─── Extracted records ───

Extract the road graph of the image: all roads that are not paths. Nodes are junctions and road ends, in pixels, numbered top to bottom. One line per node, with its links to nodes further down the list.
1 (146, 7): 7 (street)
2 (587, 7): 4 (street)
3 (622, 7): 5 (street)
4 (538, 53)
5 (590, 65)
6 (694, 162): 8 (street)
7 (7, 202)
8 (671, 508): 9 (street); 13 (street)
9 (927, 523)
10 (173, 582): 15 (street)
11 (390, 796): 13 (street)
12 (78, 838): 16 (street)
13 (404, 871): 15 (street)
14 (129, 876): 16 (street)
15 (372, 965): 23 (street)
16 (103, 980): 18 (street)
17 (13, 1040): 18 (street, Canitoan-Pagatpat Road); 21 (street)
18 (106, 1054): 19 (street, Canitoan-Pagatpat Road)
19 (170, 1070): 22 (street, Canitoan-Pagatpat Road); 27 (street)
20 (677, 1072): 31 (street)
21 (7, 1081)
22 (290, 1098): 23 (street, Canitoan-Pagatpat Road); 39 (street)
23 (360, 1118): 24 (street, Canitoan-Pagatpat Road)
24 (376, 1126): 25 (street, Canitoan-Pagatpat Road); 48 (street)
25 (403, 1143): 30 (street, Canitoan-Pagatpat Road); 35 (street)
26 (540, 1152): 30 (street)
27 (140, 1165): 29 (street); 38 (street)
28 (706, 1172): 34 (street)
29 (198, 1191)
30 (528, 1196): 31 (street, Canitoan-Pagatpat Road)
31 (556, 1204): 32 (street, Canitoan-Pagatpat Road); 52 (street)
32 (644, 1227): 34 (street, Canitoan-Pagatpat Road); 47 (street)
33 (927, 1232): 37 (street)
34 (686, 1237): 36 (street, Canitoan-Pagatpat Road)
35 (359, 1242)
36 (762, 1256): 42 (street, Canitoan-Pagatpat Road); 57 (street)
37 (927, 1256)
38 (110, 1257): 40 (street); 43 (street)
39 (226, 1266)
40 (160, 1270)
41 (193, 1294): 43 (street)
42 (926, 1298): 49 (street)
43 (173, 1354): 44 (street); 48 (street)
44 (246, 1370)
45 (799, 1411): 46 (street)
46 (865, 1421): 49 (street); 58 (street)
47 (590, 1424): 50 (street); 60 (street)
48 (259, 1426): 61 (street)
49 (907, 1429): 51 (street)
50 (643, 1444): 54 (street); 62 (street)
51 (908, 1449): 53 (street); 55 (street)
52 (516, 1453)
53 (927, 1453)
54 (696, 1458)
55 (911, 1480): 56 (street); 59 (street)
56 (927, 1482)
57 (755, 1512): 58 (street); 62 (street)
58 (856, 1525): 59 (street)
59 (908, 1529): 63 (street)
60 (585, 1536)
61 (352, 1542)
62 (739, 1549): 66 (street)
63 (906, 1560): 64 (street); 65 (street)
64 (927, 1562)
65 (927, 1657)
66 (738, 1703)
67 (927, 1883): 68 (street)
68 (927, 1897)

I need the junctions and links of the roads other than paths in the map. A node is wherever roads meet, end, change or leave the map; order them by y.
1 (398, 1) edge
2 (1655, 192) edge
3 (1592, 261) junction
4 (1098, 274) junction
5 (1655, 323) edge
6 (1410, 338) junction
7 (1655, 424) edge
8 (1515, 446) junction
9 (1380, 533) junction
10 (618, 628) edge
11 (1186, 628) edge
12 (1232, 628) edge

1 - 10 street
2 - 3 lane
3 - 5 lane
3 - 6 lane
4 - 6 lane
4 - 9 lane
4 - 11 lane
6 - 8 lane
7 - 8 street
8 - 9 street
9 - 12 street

───

- _Description of the task_:
Every line of the listing that holds the word "lane" should be counted. Please give that number only.

- _Exercise output_:
7